» **WORK REQUEST**
Among the entries below, how many lines have the string "fillRect" in them? Only the number should be given.

── THE INPUT

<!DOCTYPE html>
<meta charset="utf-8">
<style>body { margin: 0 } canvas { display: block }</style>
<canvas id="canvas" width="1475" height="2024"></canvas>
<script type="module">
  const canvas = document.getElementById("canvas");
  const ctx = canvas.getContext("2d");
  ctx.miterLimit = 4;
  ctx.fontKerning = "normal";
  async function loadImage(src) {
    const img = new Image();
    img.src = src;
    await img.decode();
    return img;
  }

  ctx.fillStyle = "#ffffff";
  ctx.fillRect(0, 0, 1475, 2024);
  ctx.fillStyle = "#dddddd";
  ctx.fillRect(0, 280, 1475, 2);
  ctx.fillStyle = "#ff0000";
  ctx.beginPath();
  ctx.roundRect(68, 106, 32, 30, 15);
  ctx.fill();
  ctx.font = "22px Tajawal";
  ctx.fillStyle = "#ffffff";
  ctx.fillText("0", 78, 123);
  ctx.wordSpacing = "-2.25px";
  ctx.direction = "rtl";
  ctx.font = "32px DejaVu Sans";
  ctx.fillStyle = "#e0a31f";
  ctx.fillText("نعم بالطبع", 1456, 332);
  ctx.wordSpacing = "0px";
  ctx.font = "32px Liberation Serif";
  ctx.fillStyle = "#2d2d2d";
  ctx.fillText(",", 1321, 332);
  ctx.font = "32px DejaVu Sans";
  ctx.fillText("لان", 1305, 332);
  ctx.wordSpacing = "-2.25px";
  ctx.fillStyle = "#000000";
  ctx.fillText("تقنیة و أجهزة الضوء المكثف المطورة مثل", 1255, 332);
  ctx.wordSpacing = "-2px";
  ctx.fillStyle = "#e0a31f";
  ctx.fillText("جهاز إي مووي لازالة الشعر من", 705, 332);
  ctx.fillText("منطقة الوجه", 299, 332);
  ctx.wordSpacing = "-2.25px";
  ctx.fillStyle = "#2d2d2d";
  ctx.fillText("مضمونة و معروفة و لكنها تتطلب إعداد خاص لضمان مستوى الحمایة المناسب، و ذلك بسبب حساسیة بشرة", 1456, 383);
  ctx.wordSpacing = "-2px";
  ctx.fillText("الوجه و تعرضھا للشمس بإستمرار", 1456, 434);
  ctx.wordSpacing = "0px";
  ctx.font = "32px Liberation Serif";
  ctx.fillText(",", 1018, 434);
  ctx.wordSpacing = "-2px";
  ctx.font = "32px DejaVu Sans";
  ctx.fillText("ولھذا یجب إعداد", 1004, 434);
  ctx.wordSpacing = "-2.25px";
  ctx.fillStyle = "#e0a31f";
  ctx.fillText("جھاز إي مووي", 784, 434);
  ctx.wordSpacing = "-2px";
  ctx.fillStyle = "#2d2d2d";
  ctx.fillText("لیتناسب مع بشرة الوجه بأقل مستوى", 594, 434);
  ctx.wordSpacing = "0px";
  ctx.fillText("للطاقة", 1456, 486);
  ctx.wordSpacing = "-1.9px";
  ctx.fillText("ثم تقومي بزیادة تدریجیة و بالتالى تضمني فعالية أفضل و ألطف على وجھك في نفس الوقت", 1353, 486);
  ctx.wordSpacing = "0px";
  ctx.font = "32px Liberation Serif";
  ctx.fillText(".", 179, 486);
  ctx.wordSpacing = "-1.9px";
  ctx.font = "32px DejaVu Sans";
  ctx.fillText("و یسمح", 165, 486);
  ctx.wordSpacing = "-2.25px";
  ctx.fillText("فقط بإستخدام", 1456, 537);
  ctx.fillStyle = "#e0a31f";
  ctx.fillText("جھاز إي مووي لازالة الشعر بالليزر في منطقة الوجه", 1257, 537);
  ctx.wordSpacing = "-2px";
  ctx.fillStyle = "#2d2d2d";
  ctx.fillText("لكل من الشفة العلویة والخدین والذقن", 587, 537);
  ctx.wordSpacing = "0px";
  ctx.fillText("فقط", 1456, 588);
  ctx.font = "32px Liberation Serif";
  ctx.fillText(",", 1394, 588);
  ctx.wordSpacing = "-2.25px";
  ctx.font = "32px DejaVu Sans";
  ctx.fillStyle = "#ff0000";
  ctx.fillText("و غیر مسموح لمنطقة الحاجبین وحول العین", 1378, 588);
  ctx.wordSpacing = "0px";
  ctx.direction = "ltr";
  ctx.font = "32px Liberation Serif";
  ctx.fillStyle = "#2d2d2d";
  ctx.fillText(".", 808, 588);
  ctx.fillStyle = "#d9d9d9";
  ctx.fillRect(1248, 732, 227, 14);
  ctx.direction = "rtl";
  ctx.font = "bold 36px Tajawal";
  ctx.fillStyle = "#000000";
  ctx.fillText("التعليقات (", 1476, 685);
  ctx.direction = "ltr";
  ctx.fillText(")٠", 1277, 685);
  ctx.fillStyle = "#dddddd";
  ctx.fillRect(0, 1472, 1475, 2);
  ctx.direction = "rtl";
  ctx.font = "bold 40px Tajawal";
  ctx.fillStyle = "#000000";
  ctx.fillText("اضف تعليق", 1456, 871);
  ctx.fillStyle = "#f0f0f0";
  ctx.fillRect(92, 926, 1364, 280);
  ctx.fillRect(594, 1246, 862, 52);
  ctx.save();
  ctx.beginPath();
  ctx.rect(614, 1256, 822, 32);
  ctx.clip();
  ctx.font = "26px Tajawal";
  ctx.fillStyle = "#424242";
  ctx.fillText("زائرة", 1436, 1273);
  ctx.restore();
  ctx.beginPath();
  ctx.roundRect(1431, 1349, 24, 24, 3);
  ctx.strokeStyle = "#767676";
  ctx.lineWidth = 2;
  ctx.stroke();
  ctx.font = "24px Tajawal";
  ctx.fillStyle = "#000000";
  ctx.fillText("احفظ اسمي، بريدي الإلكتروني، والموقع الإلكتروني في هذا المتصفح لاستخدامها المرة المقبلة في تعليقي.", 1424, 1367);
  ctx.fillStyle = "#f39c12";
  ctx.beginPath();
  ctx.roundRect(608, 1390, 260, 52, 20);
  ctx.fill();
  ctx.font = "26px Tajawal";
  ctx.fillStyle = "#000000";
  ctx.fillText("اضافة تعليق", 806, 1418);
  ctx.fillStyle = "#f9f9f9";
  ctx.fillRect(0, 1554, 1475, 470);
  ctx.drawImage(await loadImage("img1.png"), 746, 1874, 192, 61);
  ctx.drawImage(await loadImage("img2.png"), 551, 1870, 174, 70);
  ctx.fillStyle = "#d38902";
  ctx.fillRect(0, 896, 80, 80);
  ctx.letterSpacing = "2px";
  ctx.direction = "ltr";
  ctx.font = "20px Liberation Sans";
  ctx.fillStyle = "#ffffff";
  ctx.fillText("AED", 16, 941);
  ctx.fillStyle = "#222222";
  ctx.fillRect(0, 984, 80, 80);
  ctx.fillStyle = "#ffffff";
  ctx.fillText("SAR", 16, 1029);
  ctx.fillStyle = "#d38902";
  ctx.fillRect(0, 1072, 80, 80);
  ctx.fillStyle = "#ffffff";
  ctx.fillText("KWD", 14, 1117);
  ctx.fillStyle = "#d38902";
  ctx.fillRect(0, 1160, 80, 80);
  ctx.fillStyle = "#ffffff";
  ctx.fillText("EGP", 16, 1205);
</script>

────

» **WRITTEN SOLUTION**
11